**Work to be completed:**
Copy out each line of the data holding "lane".
Segment Start: Material supplied
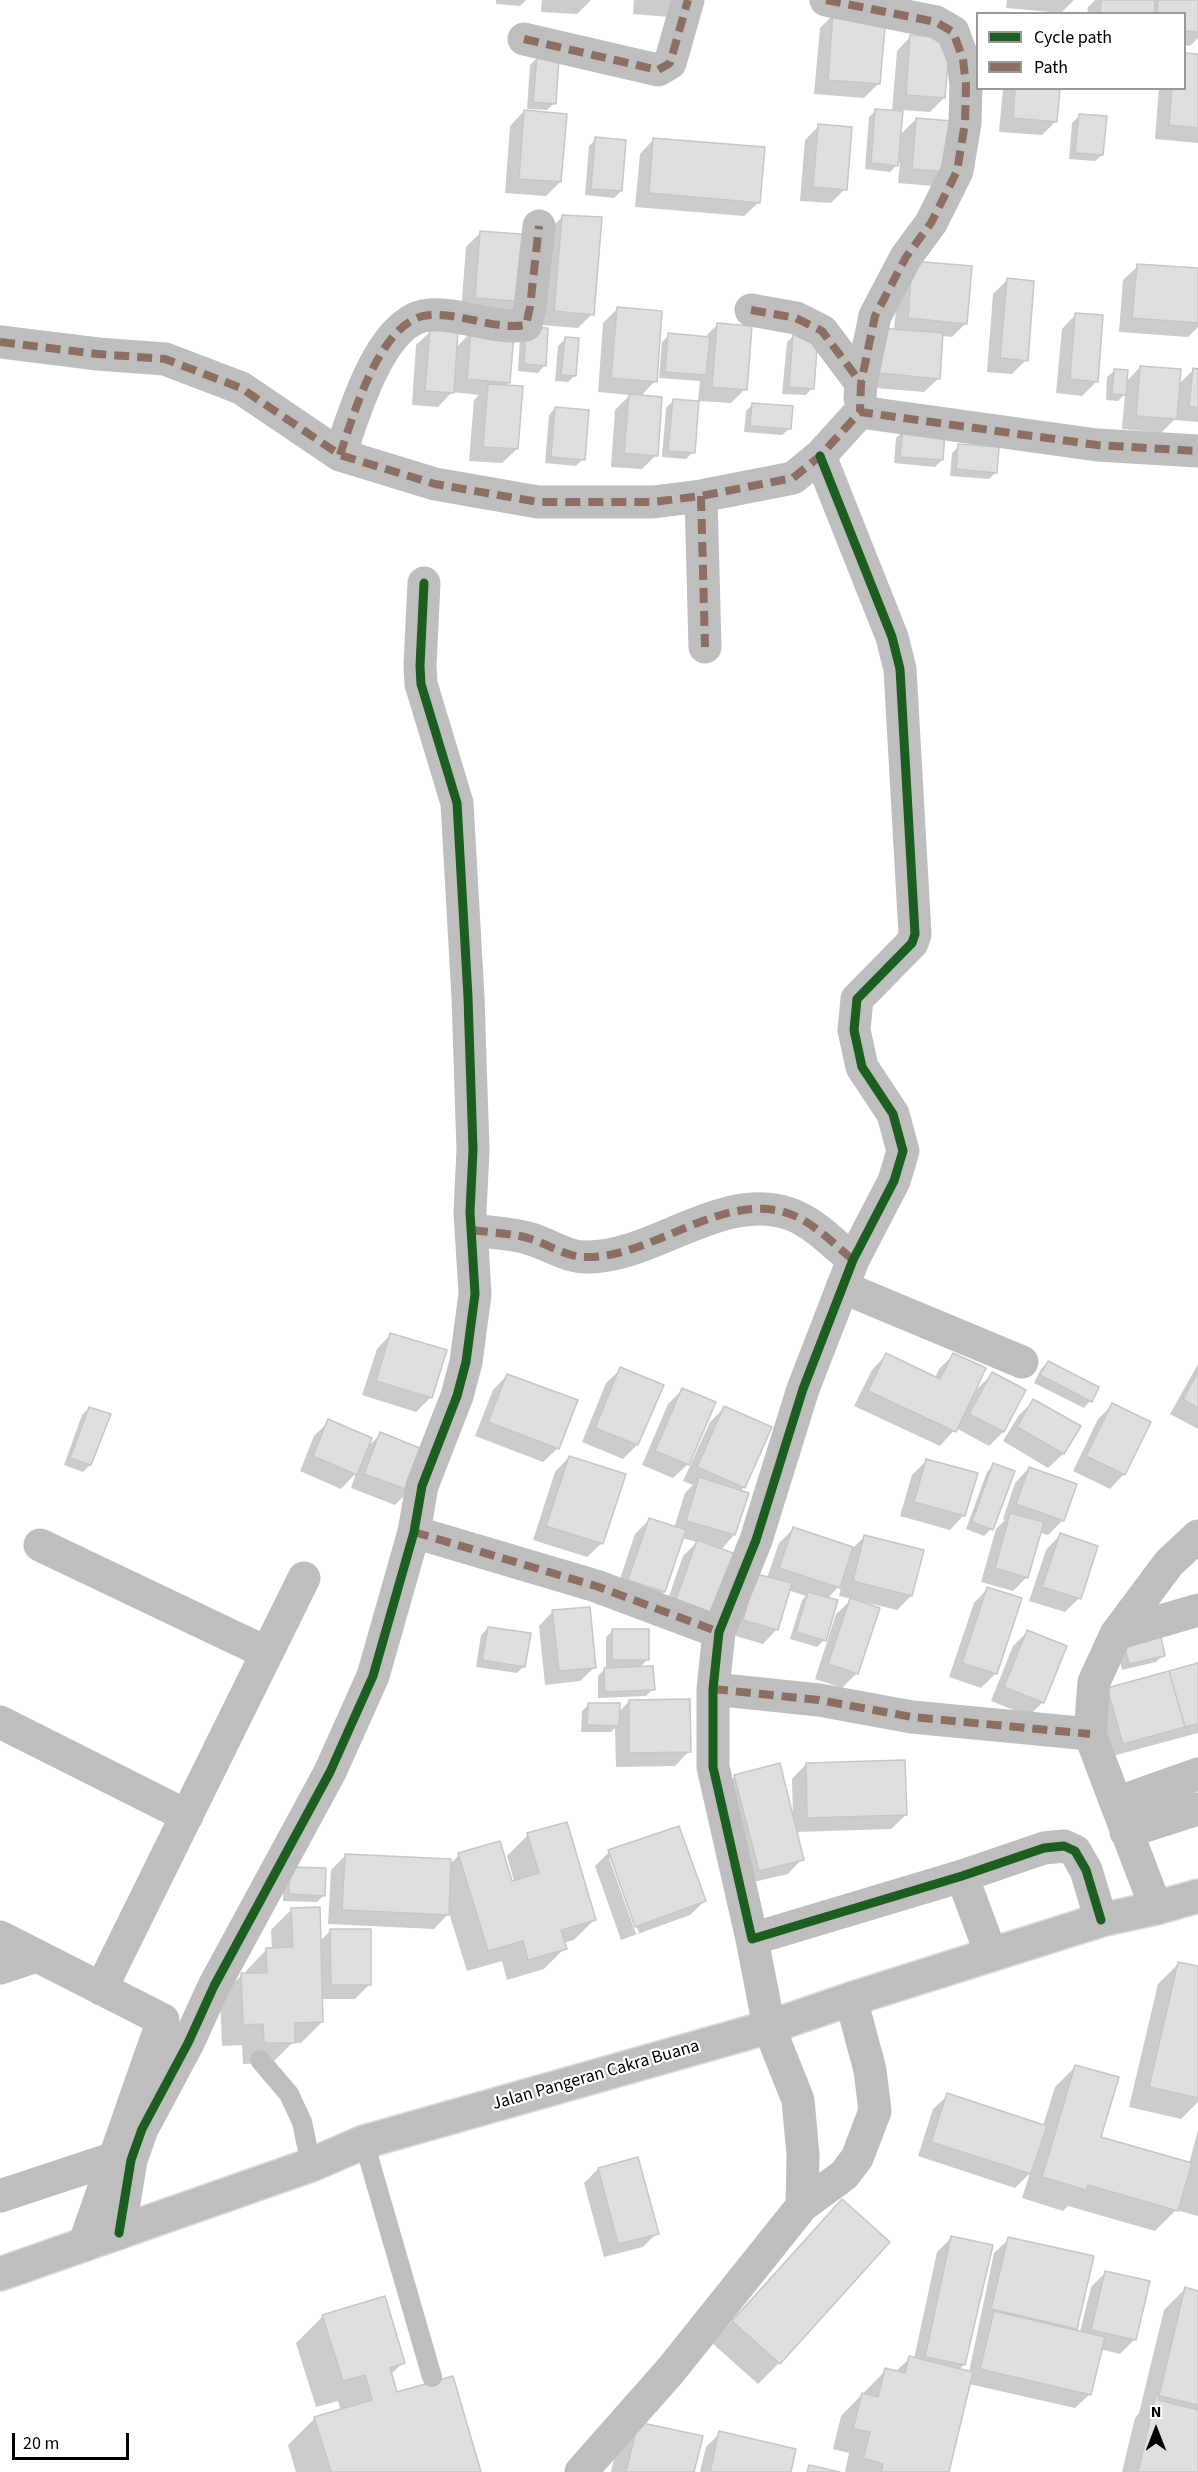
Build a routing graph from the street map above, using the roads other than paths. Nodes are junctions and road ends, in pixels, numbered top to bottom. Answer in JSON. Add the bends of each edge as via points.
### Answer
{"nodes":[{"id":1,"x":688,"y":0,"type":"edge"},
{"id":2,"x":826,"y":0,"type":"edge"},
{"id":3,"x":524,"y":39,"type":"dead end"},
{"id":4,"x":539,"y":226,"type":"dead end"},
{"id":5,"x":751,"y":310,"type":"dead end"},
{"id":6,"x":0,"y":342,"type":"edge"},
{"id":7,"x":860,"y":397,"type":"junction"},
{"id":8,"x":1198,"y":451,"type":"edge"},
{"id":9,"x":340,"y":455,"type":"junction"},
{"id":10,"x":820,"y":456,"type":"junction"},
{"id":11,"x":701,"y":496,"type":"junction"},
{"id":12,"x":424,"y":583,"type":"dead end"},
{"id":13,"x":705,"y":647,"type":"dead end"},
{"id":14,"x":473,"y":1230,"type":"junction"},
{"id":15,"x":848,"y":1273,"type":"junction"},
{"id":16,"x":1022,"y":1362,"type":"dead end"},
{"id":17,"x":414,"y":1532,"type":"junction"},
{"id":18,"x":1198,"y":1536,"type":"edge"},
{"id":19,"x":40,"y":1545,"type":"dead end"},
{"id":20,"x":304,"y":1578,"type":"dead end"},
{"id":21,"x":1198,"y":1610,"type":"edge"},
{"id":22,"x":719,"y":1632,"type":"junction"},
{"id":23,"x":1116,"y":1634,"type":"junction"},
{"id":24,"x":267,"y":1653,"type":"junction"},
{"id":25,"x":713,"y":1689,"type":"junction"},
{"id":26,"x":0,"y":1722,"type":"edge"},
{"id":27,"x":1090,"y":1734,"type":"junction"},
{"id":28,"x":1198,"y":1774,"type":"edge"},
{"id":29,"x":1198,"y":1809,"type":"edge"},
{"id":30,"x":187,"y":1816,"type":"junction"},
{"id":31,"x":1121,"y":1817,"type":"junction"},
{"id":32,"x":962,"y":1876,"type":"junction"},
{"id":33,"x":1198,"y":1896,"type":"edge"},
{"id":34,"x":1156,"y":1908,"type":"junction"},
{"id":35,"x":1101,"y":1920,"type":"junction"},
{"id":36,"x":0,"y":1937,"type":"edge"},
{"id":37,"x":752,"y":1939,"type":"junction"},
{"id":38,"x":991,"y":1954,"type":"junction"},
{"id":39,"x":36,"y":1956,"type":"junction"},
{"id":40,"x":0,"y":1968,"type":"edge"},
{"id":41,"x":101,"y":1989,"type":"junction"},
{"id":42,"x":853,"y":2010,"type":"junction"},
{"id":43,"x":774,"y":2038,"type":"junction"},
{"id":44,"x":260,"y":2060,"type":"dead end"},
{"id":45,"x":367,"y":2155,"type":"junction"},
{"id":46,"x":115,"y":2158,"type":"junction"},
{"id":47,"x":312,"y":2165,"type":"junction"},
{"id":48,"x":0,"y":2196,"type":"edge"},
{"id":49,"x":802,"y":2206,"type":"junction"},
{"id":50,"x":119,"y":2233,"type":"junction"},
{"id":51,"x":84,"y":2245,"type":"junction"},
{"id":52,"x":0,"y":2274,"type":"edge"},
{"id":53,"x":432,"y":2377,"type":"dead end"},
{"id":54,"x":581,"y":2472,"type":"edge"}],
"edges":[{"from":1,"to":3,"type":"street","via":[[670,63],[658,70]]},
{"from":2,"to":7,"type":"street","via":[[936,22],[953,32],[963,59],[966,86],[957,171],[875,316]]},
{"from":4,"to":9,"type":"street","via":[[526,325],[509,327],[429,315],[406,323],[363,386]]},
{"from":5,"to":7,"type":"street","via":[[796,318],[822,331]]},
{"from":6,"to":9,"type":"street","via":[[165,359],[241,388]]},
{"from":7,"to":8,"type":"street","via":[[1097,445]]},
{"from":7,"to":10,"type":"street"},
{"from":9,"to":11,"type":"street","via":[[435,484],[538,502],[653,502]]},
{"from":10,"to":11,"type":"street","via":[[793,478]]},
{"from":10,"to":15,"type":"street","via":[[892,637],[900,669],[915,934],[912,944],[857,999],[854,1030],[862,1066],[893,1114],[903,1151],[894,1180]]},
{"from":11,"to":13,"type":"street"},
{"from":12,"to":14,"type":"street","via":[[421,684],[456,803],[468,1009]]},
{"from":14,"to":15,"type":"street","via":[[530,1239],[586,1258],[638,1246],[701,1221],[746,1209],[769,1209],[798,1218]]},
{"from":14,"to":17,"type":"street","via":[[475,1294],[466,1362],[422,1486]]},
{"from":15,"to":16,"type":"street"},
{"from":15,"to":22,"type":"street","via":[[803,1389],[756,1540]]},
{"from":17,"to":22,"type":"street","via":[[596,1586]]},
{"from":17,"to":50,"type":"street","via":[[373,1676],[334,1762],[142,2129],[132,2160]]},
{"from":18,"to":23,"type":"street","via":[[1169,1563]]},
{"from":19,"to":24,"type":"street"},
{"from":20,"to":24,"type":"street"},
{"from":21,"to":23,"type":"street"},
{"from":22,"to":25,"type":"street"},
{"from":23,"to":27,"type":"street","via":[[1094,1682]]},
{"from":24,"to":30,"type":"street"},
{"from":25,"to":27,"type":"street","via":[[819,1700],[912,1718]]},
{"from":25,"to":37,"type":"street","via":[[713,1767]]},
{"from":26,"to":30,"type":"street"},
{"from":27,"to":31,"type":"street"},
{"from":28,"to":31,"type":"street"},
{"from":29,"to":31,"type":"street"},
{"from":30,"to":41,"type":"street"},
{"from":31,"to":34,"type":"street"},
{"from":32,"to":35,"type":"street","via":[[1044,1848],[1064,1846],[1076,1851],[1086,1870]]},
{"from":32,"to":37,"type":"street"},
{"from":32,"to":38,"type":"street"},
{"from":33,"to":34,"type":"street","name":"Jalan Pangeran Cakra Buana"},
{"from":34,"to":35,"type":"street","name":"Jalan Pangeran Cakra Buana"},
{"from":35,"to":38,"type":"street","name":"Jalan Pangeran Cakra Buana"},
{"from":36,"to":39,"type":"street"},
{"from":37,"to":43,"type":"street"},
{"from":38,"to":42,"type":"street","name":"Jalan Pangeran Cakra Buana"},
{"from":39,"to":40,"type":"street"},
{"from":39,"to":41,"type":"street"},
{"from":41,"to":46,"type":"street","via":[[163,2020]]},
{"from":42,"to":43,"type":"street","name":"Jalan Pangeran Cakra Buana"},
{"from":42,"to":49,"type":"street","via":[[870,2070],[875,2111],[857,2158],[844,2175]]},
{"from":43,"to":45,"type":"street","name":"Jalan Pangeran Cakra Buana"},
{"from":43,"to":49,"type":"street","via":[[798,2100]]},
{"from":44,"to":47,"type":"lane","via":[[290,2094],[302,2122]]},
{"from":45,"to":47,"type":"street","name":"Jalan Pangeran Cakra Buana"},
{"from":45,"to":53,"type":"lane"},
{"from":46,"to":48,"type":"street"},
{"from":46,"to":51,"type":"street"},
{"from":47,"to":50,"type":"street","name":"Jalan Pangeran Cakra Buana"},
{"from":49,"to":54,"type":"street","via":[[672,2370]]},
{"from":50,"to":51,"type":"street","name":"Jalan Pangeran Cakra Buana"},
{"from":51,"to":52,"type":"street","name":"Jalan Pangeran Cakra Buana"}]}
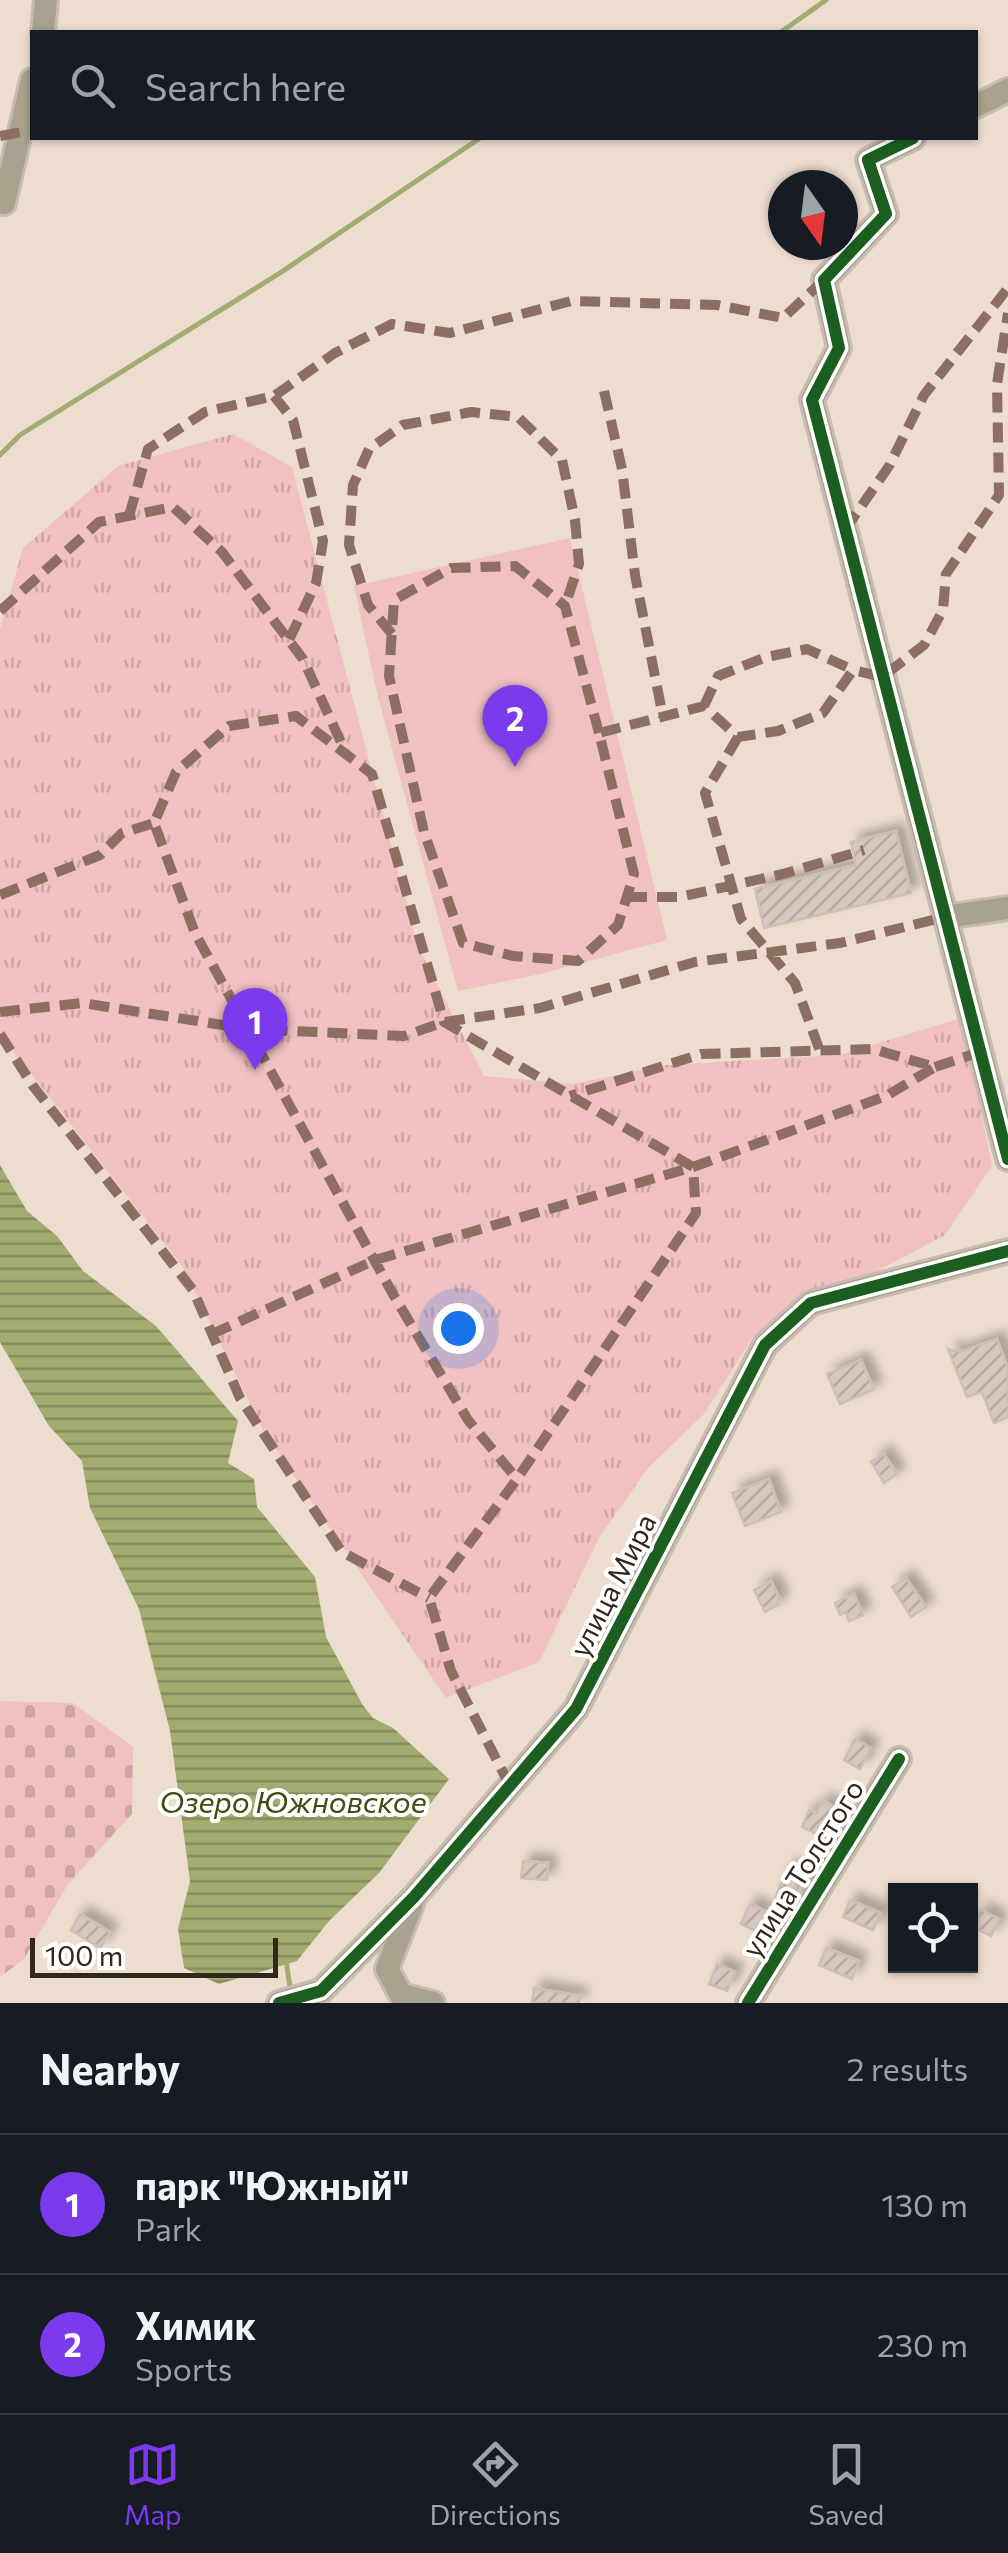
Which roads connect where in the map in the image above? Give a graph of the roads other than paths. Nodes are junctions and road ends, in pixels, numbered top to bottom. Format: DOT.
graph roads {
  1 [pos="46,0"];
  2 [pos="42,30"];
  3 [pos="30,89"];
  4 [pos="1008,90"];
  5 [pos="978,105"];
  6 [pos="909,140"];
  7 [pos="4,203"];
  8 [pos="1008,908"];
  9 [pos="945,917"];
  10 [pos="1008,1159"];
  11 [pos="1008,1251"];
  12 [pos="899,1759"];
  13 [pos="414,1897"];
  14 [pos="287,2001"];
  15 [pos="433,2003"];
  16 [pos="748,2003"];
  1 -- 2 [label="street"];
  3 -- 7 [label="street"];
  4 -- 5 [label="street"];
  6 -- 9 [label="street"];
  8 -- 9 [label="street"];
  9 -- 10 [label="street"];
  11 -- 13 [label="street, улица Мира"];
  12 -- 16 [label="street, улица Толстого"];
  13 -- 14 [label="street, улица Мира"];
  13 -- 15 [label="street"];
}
Segment End: Material supplied
**Result of the exercise:**
{"from":44,"to":47,"type":"lane","via":[[290,2094],[302,2122]]},
{"from":45,"to":53,"type":"lane"},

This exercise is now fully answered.